[TASK INSTRUCTIONS]:
Return all of the entries exactly as written.

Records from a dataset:

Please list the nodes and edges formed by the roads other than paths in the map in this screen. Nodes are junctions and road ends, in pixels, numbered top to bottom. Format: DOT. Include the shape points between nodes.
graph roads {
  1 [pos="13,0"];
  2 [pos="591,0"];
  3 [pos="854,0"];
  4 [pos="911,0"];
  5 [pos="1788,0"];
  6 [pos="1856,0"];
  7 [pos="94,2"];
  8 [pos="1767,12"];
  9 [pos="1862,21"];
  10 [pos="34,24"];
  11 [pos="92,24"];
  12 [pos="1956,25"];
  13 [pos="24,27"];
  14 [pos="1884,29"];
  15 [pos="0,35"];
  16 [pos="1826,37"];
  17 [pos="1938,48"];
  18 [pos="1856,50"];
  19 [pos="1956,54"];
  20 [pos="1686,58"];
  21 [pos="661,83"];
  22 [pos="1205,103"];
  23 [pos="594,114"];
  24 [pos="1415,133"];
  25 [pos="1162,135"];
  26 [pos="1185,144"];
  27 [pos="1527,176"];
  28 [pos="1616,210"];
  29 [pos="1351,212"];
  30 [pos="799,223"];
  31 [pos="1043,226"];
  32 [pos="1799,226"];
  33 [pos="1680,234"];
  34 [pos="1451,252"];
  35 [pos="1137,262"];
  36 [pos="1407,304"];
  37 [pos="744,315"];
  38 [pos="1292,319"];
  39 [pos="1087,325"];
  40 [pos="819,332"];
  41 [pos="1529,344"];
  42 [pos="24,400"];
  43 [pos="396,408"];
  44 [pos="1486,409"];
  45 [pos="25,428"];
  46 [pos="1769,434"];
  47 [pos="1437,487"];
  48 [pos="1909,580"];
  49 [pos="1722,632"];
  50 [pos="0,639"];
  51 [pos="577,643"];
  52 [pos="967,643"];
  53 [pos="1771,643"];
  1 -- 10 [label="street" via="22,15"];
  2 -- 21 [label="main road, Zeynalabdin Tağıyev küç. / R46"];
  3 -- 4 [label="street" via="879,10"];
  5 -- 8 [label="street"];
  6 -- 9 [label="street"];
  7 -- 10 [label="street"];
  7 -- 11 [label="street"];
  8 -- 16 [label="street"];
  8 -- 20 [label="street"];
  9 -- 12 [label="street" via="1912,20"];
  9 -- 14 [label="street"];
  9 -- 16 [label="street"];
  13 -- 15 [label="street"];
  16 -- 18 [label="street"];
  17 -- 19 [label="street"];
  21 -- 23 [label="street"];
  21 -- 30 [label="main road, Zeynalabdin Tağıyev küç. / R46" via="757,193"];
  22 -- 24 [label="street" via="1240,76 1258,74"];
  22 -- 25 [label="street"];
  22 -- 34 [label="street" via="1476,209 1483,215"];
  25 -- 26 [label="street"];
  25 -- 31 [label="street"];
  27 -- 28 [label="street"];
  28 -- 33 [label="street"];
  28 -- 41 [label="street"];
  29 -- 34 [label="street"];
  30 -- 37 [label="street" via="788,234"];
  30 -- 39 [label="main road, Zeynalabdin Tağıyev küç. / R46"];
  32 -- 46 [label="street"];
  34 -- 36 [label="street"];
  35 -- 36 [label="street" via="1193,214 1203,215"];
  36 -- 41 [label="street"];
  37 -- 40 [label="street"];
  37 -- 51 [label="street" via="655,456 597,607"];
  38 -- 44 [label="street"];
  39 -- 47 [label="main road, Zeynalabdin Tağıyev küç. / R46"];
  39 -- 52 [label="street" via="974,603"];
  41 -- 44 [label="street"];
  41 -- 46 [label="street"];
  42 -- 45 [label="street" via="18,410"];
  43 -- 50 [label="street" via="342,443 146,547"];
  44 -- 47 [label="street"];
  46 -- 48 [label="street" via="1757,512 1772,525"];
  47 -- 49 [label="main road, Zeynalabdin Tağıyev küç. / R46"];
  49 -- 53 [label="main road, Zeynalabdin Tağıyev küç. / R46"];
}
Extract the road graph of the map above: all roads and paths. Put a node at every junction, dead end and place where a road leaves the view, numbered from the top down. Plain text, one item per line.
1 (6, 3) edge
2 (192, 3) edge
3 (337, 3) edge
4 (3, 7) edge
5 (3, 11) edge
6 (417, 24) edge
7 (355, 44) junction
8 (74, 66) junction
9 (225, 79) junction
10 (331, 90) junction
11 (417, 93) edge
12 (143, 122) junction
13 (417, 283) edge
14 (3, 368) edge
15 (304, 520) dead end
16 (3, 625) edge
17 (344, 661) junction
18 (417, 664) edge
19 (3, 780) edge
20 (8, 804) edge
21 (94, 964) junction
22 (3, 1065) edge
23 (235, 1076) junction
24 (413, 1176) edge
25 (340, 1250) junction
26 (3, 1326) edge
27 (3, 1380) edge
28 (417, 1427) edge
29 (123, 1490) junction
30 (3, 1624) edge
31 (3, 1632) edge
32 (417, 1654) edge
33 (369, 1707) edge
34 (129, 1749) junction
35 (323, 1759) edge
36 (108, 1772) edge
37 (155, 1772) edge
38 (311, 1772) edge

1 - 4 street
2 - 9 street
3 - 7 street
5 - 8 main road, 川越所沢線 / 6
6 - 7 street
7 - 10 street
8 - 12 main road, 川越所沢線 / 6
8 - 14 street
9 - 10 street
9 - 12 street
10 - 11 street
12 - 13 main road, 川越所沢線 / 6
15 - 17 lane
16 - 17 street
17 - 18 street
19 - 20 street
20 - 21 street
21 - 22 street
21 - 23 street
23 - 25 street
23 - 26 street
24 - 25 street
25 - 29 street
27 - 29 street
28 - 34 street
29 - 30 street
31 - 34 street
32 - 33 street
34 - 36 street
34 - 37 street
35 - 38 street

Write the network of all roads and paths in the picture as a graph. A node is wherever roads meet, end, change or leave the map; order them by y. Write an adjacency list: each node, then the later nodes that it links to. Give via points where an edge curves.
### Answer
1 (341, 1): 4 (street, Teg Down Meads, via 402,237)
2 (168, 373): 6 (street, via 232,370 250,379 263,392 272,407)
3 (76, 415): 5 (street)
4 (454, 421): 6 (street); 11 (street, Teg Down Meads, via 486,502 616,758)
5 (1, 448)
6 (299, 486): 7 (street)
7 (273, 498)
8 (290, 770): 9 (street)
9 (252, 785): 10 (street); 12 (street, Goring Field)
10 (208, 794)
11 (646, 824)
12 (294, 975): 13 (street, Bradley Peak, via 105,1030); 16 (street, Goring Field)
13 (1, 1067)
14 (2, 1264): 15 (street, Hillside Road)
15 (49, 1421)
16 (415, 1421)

[COMPLETED EXERCISE]:
Please list the nodes and edges formed by the roads other than paths in the map in this screen. Nodes are junctions and road ends, in pixels, numbered top to bottom. Format: DOT. Include the shape points between nodes.
graph roads {
  1 [pos="13,0"];
  2 [pos="591,0"];
  3 [pos="854,0"];
  4 [pos="911,0"];
  5 [pos="1788,0"];
  6 [pos="1856,0"];
  7 [pos="94,2"];
  8 [pos="1767,12"];
  9 [pos="1862,21"];
  10 [pos="34,24"];
  11 [pos="92,24"];
  12 [pos="1956,25"];
  13 [pos="24,27"];
  14 [pos="1884,29"];
  15 [pos="0,35"];
  16 [pos="1826,37"];
  17 [pos="1938,48"];
  18 [pos="1856,50"];
  19 [pos="1956,54"];
  20 [pos="1686,58"];
  21 [pos="661,83"];
  22 [pos="1205,103"];
  23 [pos="594,114"];
  24 [pos="1415,133"];
  25 [pos="1162,135"];
  26 [pos="1185,144"];
  27 [pos="1527,176"];
  28 [pos="1616,210"];
  29 [pos="1351,212"];
  30 [pos="799,223"];
  31 [pos="1043,226"];
  32 [pos="1799,226"];
  33 [pos="1680,234"];
  34 [pos="1451,252"];
  35 [pos="1137,262"];
  36 [pos="1407,304"];
  37 [pos="744,315"];
  38 [pos="1292,319"];
  39 [pos="1087,325"];
  40 [pos="819,332"];
  41 [pos="1529,344"];
  42 [pos="24,400"];
  43 [pos="396,408"];
  44 [pos="1486,409"];
  45 [pos="25,428"];
  46 [pos="1769,434"];
  47 [pos="1437,487"];
  48 [pos="1909,580"];
  49 [pos="1722,632"];
  50 [pos="0,639"];
  51 [pos="577,643"];
  52 [pos="967,643"];
  53 [pos="1771,643"];
  1 -- 10 [label="street" via="22,15"];
  2 -- 21 [label="main road, Zeynalabdin Tağıyev küç. / R46"];
  3 -- 4 [label="street" via="879,10"];
  5 -- 8 [label="street"];
  6 -- 9 [label="street"];
  7 -- 10 [label="street"];
  7 -- 11 [label="street"];
  8 -- 16 [label="street"];
  8 -- 20 [label="street"];
  9 -- 12 [label="street" via="1912,20"];
  9 -- 14 [label="street"];
  9 -- 16 [label="street"];
  13 -- 15 [label="street"];
  16 -- 18 [label="street"];
  17 -- 19 [label="street"];
  21 -- 23 [label="street"];
  21 -- 30 [label="main road, Zeynalabdin Tağıyev küç. / R46" via="757,193"];
  22 -- 24 [label="street" via="1240,76 1258,74"];
  22 -- 25 [label="street"];
  22 -- 34 [label="street" via="1476,209 1483,215"];
  25 -- 26 [label="street"];
  25 -- 31 [label="street"];
  27 -- 28 [label="street"];
  28 -- 33 [label="street"];
  28 -- 41 [label="street"];
  29 -- 34 [label="street"];
  30 -- 37 [label="street" via="788,234"];
  30 -- 39 [label="main road, Zeynalabdin Tağıyev küç. / R46"];
  32 -- 46 [label="street"];
  34 -- 36 [label="street"];
  35 -- 36 [label="street" via="1193,214 1203,215"];
  36 -- 41 [label="street"];
  37 -- 40 [label="street"];
  37 -- 51 [label="street" via="655,456 597,607"];
  38 -- 44 [label="street"];
  39 -- 47 [label="main road, Zeynalabdin Tağıyev küç. / R46"];
  39 -- 52 [label="street" via="974,603"];
  41 -- 44 [label="street"];
  41 -- 46 [label="street"];
  42 -- 45 [label="street" via="18,410"];
  43 -- 50 [label="street" via="342,443 146,547"];
  44 -- 47 [label="street"];
  46 -- 48 [label="street" via="1757,512 1772,525"];
  47 -- 49 [label="main road, Zeynalabdin Tağıyev küç. / R46"];
  49 -- 53 [label="main road, Zeynalabdin Tağıyev küç. / R46"];
}
Extract the road graph of the map above: all roads and paths. Put a node at every junction, dead end and place where a road leaves the view, numbered from the top down. Plain text, one item per line.
1 (6, 3) edge
2 (192, 3) edge
3 (337, 3) edge
4 (3, 7) edge
5 (3, 11) edge
6 (417, 24) edge
7 (355, 44) junction
8 (74, 66) junction
9 (225, 79) junction
10 (331, 90) junction
11 (417, 93) edge
12 (143, 122) junction
13 (417, 283) edge
14 (3, 368) edge
15 (304, 520) dead end
16 (3, 625) edge
17 (344, 661) junction
18 (417, 664) edge
19 (3, 780) edge
20 (8, 804) edge
21 (94, 964) junction
22 (3, 1065) edge
23 (235, 1076) junction
24 (413, 1176) edge
25 (340, 1250) junction
26 (3, 1326) edge
27 (3, 1380) edge
28 (417, 1427) edge
29 (123, 1490) junction
30 (3, 1624) edge
31 (3, 1632) edge
32 (417, 1654) edge
33 (369, 1707) edge
34 (129, 1749) junction
35 (323, 1759) edge
36 (108, 1772) edge
37 (155, 1772) edge
38 (311, 1772) edge

1 - 4 street
2 - 9 street
3 - 7 street
5 - 8 main road, 川越所沢線 / 6
6 - 7 street
7 - 10 street
8 - 12 main road, 川越所沢線 / 6
8 - 14 street
9 - 10 street
9 - 12 street
10 - 11 street
12 - 13 main road, 川越所沢線 / 6
15 - 17 lane
16 - 17 street
17 - 18 street
19 - 20 street
20 - 21 street
21 - 22 street
21 - 23 street
23 - 25 street
23 - 26 street
24 - 25 street
25 - 29 street
27 - 29 street
28 - 34 street
29 - 30 street
31 - 34 street
32 - 33 street
34 - 36 street
34 - 37 street
35 - 38 street

Write the network of all roads and paths in the picture as a graph. A node is wherever roads meet, end, change or leave the map; order them by y. Write an adjacency list: each node, then the later nodes that it links to. Give via points where an edge curves.
### Answer
1 (341, 1): 4 (street, Teg Down Meads, via 402,237)
2 (168, 373): 6 (street, via 232,370 250,379 263,392 272,407)
3 (76, 415): 5 (street)
4 (454, 421): 6 (street); 11 (street, Teg Down Meads, via 486,502 616,758)
5 (1, 448)
6 (299, 486): 7 (street)
7 (273, 498)
8 (290, 770): 9 (street)
9 (252, 785): 10 (street); 12 (street, Goring Field)
10 (208, 794)
11 (646, 824)
12 (294, 975): 13 (street, Bradley Peak, via 105,1030); 16 (street, Goring Field)
13 (1, 1067)
14 (2, 1264): 15 (street, Hillside Road)
15 (49, 1421)
16 (415, 1421)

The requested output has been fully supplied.